В дальнем углу залы действительно обнаружился лифт. Когда двери открылись на шестом этаже, мне в глаза ударил яркий свет. Южная стена здания была стеклянной, и полуденное солнце освещало одно из самых странных помещений, которые я когда-либо видела.
Во-первых, с этой стороны не было ни одного высокого здания, поэтому открывался великолепный вид на крыши близлежащих художественных салонов, гаражей и на Гудзон, что сворачивал на восток в нескольких кварталах от нас.

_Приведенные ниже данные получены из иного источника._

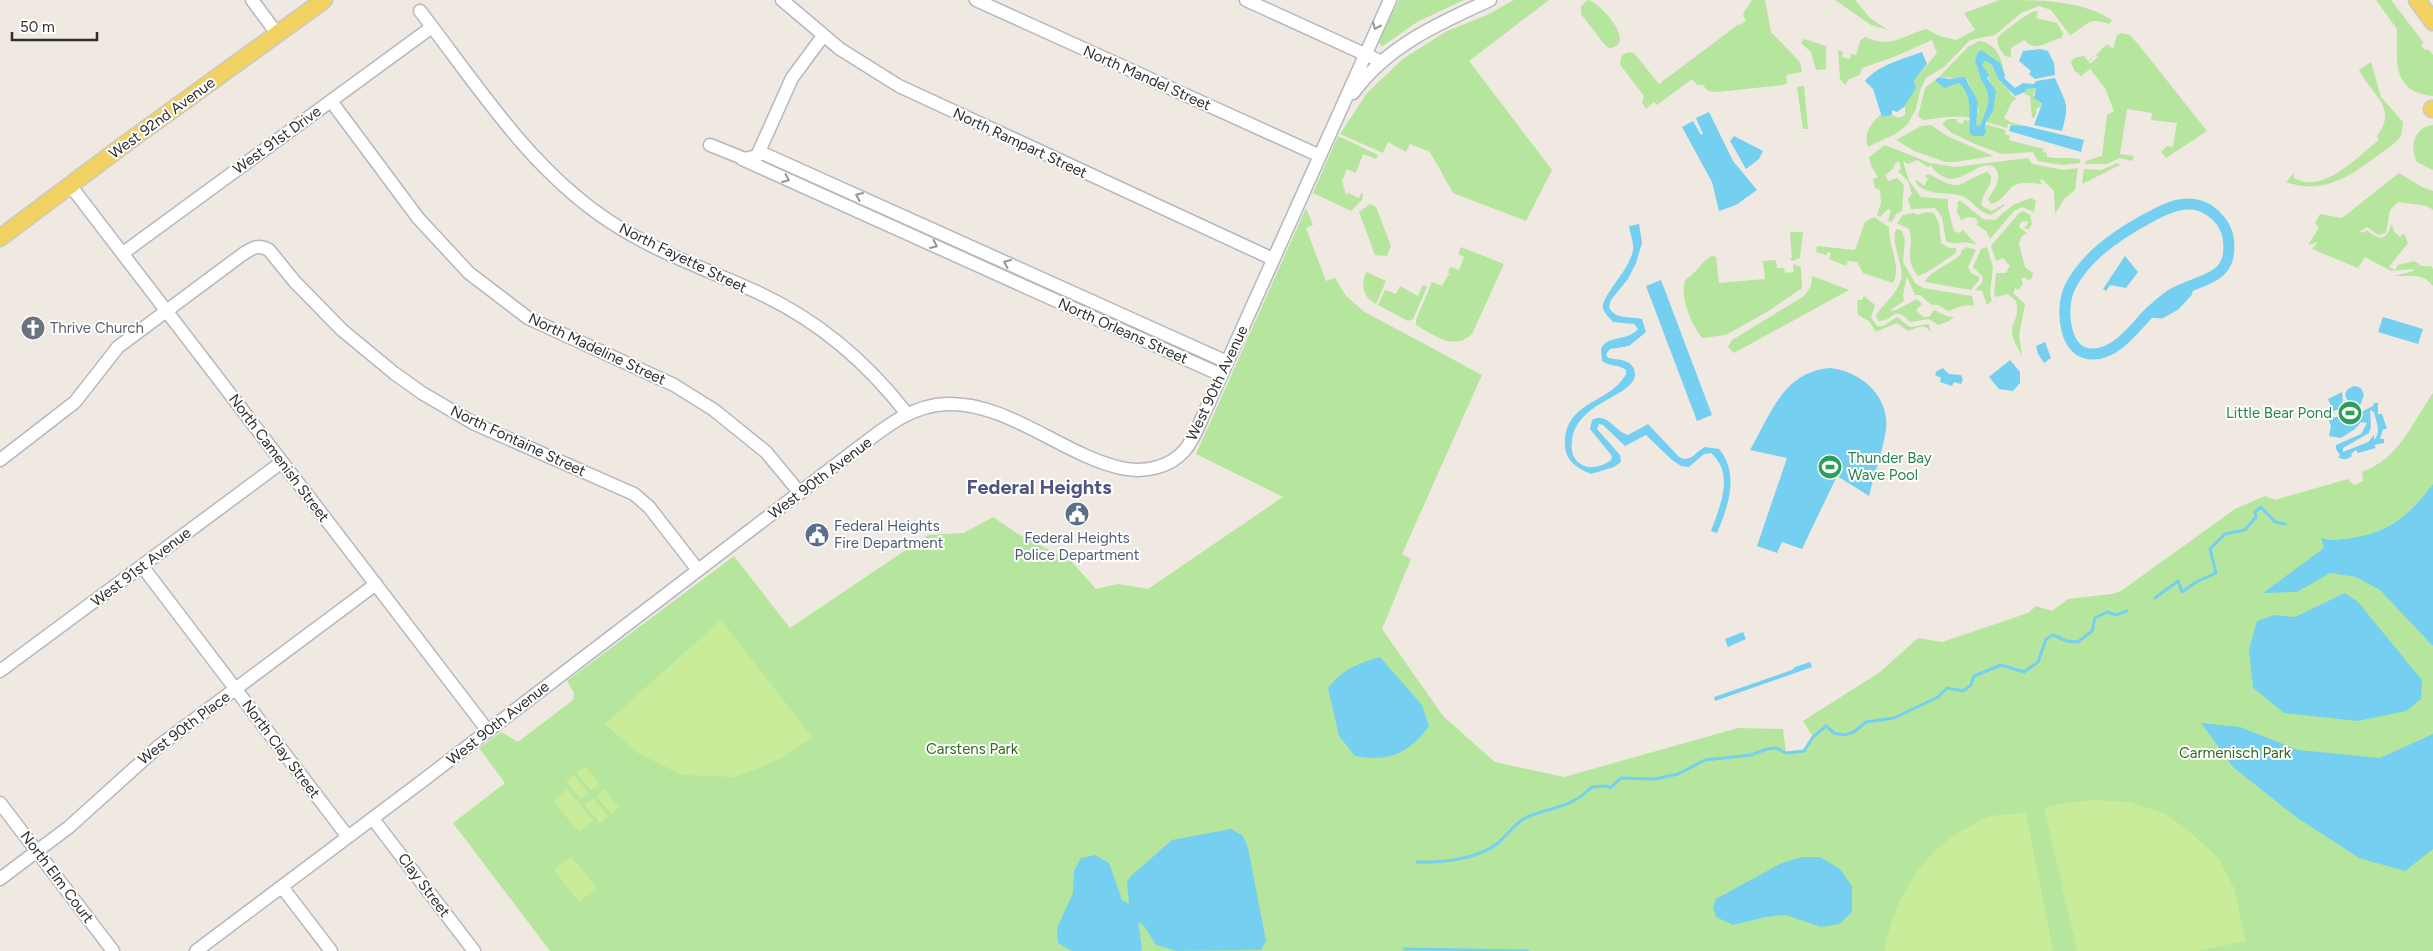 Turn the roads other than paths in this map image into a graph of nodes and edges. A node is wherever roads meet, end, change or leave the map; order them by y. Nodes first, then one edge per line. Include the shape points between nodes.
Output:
1 (252, 0) edge
2 (324, 0) edge
3 (782, 0) edge
4 (976, 0) edge
5 (1246, 0) edge
6 (1390, 0) edge
7 (1490, 0) edge
8 (2416, 0) edge
9 (420, 11) dead end
10 (2433, 22) edge
11 (432, 27) junction
12 (278, 35) junction
13 (823, 36) junction
14 (1365, 53) junction
15 (1382, 62) junction
16 (331, 101) junction
17 (1342, 107) junction
18 (710, 145) dead end
19 (760, 152) junction
20 (1318, 155) junction
21 (742, 159) junction
22 (70, 185) junction
23 (901, 215) junction
24 (895, 228) junction
25 (0, 238) edge
26 (123, 253) junction
27 (1273, 258) junction
28 (1031, 274) junction
29 (1025, 287) junction
30 (166, 310) junction
31 (1227, 362) junction
32 (1221, 375) junction
33 (907, 414) junction
34 (0, 460) edge
35 (282, 462) junction
36 (800, 493) junction
37 (142, 566) junction
38 (698, 570) junction
39 (376, 584) junction
40 (0, 671) edge
41 (235, 689) junction
42 (488, 731) junction
43 (0, 803) edge
44 (373, 819) junction
45 (348, 837) junction
46 (37, 851) junction
47 (0, 880) edge
48 (282, 887) junction
49 (114, 951) edge
50 (196, 951) edge
51 (331, 951) edge
52 (474, 951) edge

1 - 12 street
2 - 12 main road, West 92nd Avenue
3 - 13 street, North Rampart Street
4 - 20 street, North Mandel Street
5 - 14 street
6 -> 14 street, West 90th Avenue
7 - 15 street, West 90th Avenue via 1426,30
8 - 10 main road
9 - 11 street, North Fayette Street
11 - 16 street, West 91st Drive
11 - 33 street, North Fayette Street via 514,134 578,199 649,244 759,294 836,339 865,365
12 - 22 main road, West 92nd Avenue
13 - 19 street via 792,78
13 - 27 street, North Rampart Street via 870,69 919,97
14 - 15 street
14 - 17 street, West 90th Avenue
15 - 17 street, West 90th Avenue
16 - 26 street, West 91st Drive
16 - 36 street, North Madeline Street via 418,218 469,273 528,318 674,385 714,410 766,452
17 - 20 street, West 90th Avenue
18 - 21 street, North Orleans Street
19 - 21 street via 752,159
23 -> 19 street, North Orleans Street
20 - 27 street, West 90th Avenue
21 -> 24 street, North Orleans Street
22 - 25 main road, West 92nd Avenue
22 - 26 street, North Camenish Street
23 - 24 street
28 -> 23 street, North Orleans Street
24 -> 29 street, North Orleans Street
26 - 30 street, North Camenish Street
27 - 31 street, West 90th Avenue
28 - 29 street
28 - 31 street, North Orleans Street
29 - 32 street, North Orleans Street
30 - 34 street via 111,353 75,402
30 - 35 street, North Camenish Street
30 - 38 street, North Fontaine Street via 243,254 257,246 269,250 342,330 394,373 475,424 640,498
31 - 32 street, West 90th Avenue
32 - 33 street, West 90th Avenue via 1185,450 1163,466 1147,469 1109,464 979,408 946,404
33 - 36 street, West 90th Avenue
35 - 37 street, West 91st Avenue
35 - 39 street, North Camenish Street
36 - 38 street, West 90th Avenue
37 - 40 street, West 91st Avenue
37 - 41 street, North Clay Street
38 - 42 street, West 90th Avenue
39 - 41 street, West 90th Place
39 - 42 street, North Camenish Street
41 - 45 street, North Clay Street
41 - 46 street, West 90th Place via 159,746 69,827
42 - 44 street, West 90th Avenue
43 - 46 street, North Elm Court
44 - 45 street, West 90th Avenue
44 - 52 street, Clay Street
45 - 48 street, West 90th Avenue
46 - 47 street, West 90th Place
46 - 49 street, North Elm Court
48 - 50 street, West 90th Avenue
48 - 51 street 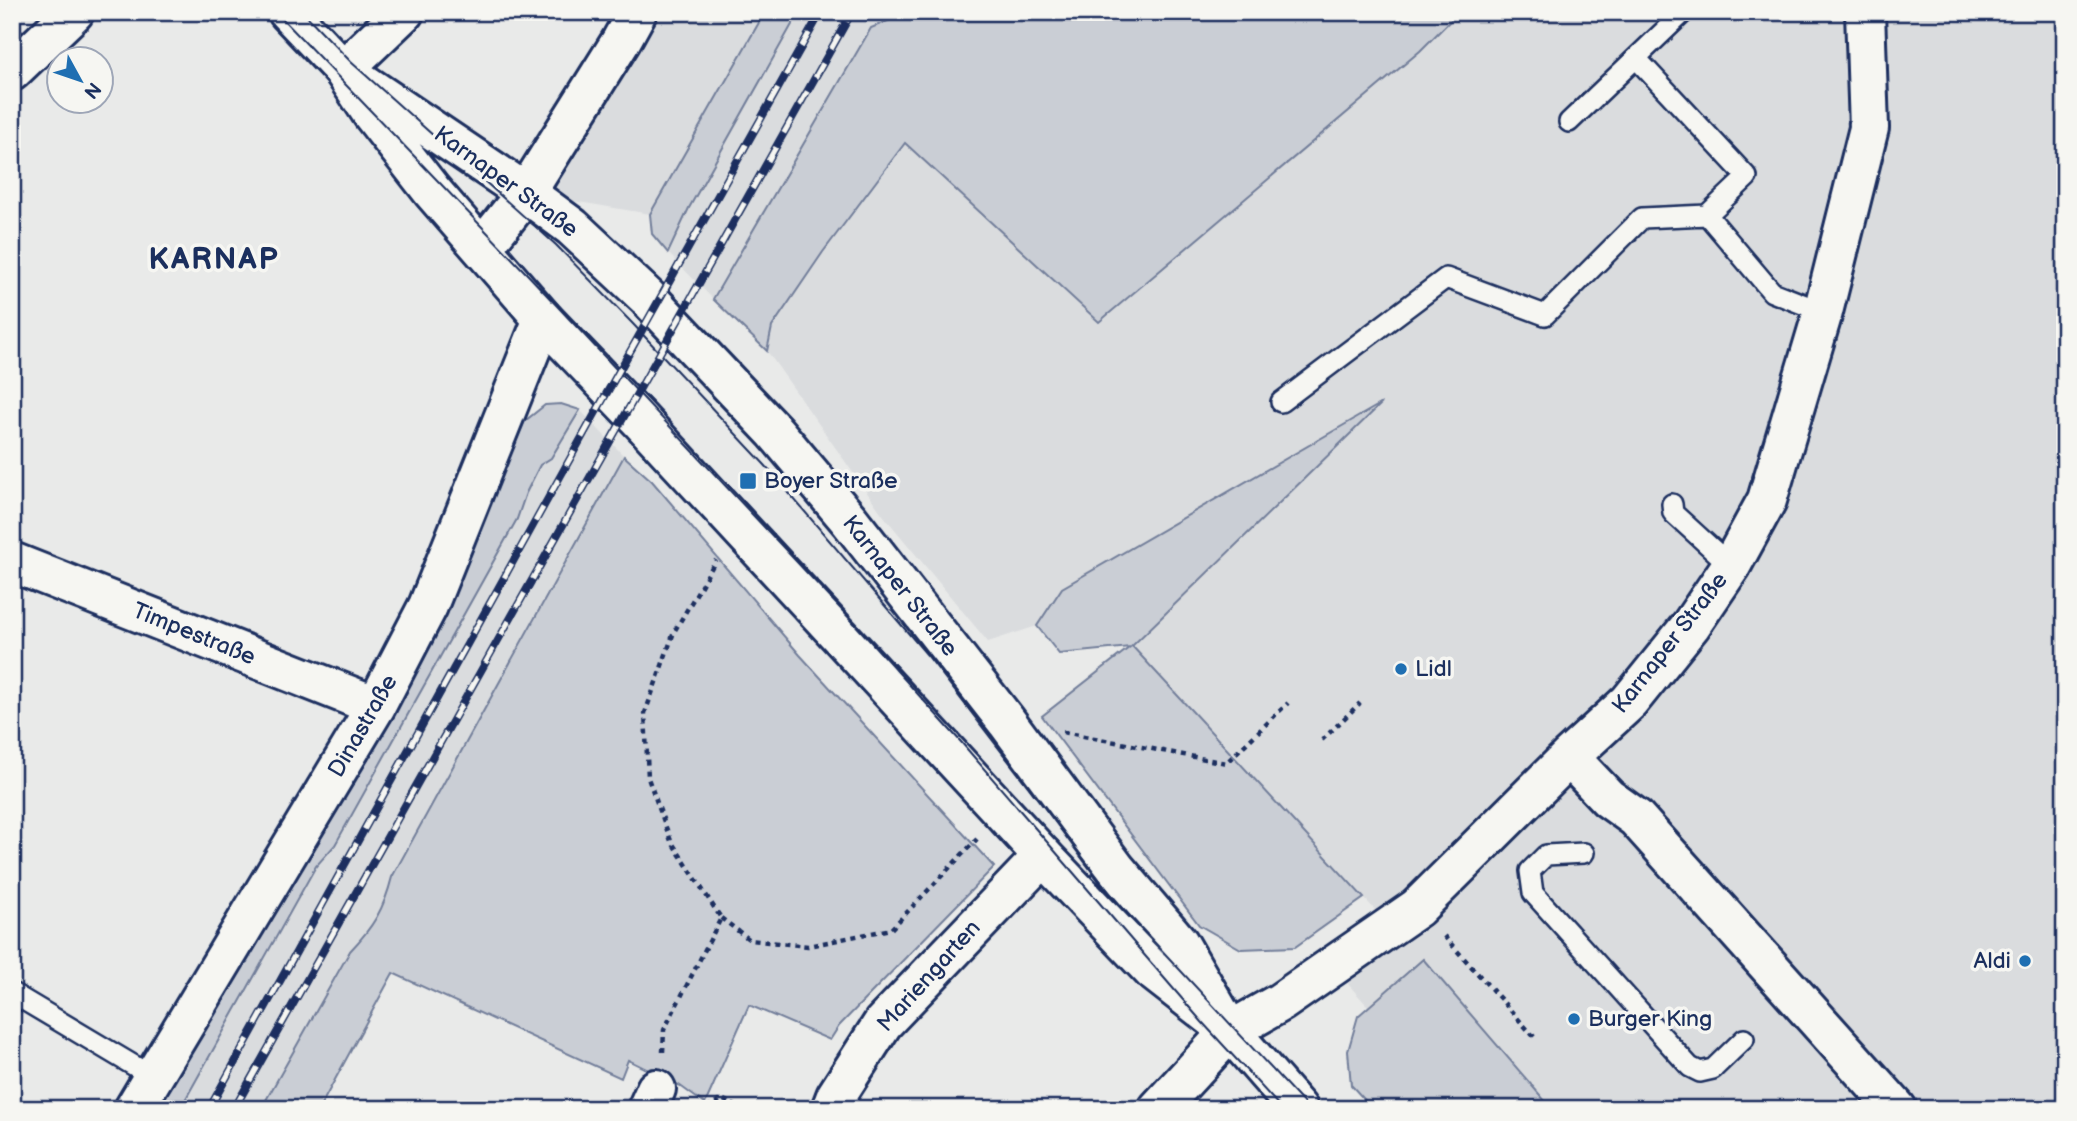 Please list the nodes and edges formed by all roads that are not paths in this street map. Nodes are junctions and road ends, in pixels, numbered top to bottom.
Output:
1 (74, 12) edge
2 (288, 12) edge
3 (404, 12) edge
4 (637, 12) edge
5 (1684, 12) edge
6 (1866, 12) edge
7 (1636, 58) junction
8 (12, 71) edge
9 (343, 71) junction
10 (1569, 122) dead end
11 (526, 193) junction
12 (1707, 215) junction
13 (483, 247) junction
14 (1823, 312) junction
15 (543, 319) junction
16 (1281, 402) dead end
17 (1672, 504) dead end
18 (12, 562) edge
19 (1731, 566) junction
20 (376, 706) junction
21 (1569, 757) junction
22 (1584, 853) dead end
23 (1042, 856) junction
24 (12, 993) edge
25 (1230, 1031) junction
26 (1744, 1039) dead end
27 (153, 1077) junction
28 (134, 1109) edge
29 (831, 1109) edge
30 (1157, 1109) edge
31 (1298, 1109) edge
32 (1897, 1109) edge

1 - 8 street
2 - 9 street, Karnaper Straße
3 - 9 street
4 - 11 street
5 - 7 lane
6 - 14 street, Karnaper Straße
7 - 10 lane
7 - 12 lane
9 - 11 street, Karnaper Straße
9 - 13 street, Karnaper Straße
11 - 13 street
11 - 25 street, Karnaper Straße
12 - 14 lane
12 - 16 lane
13 - 15 street, Karnaper Straße
14 - 19 street, Karnaper Straße
15 - 20 street, Dinastraße
15 - 23 street, Karnaper Straße
17 - 19 lane
18 - 20 street, Timpestraße
19 - 21 street, Karnaper Straße
20 - 27 street, Dinastraße
21 - 25 street, Karnaper Straße
21 - 32 street
22 - 26 lane
23 - 25 street, Karnaper Straße
23 - 29 street, Mariengarten
24 - 27 lane
25 - 30 street
25 - 31 street, Karnaper Straße
27 - 28 street, Dinastraße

Но самым поразительным было другое. Примерно на три этажа ниже, с севера на юг, через просторный атриум тянулся отрезок железной дороги. Старые, толстые, ржавые рельсы на поросшей сорняками насыпи.
Я застыла от изумления.
– Они настоящие?
Чэпмен был в полном восхищении.
– Жаль, мой старик этого не видит! Естественно, настоящие. Посмотри, – он указал на проем, рельсы уходили из атриума галереи в сторону складов, что стояли прямо напротив «Галереи Кэкстон».
Я перегнулась через перила и увидела, что рельсы тянутся сквозь переделанный гараж и с другой стороны пересекают 23-ю улицу, проходят между двумя домами и теряются из виду на северном перекрестке.
– Что это? – спросил Мерсер.
– Это старая дорога «Хай-Л айн». Очередное чудо с Адской Кухни. Когда пути подняли над уровнем Улицы Смерти, к северу от депо, все равно надо было как-то доставлять поезда к мясным рядам в районе 14-й улицы. Поэтому к югу от 13-й построили эту насыпь. Разве вы не заметили старые пути?
Мы с Мерсером переглянулись и покачали головами.
– Езжайте на Десятую авеню и поверните налево. Права на воздушное пространство[20] были распроданы, поэтому тут настроили складов прямо поверх старого участка «Хай-Лайн». Но в районе двадцатых улиц и до самого Гансвортского рынка вы везде увидите рельсы.
Дотри вышел из кабинета в юго-западной части этажа и поинтересовался:
– Удивительное помещение, не правда ли? Наша галерея – единственная в городе, чьи владельцы сообразили использовать в своем дизайне этот кусочек старины. Рад, что вам так понравилось.
Он пригласил нас в свой прохладный офис, и я с удивлением заметила на его лбу капельки пота – несмотря на то, что во всей галерее работали кондиционеры. А он постоянно вытирал пот, стекающий по шее.
Мы представились, и он пригласил нас занять места напротив стола. Тут не было ни намека на его прежнюю опрометчивость, хотя он мало изменился со времен тех фотографий, что печатали в газетах во время суда над Глостером. Только брюшко выросло и второй подбородок испортил некогда волевую линию первого.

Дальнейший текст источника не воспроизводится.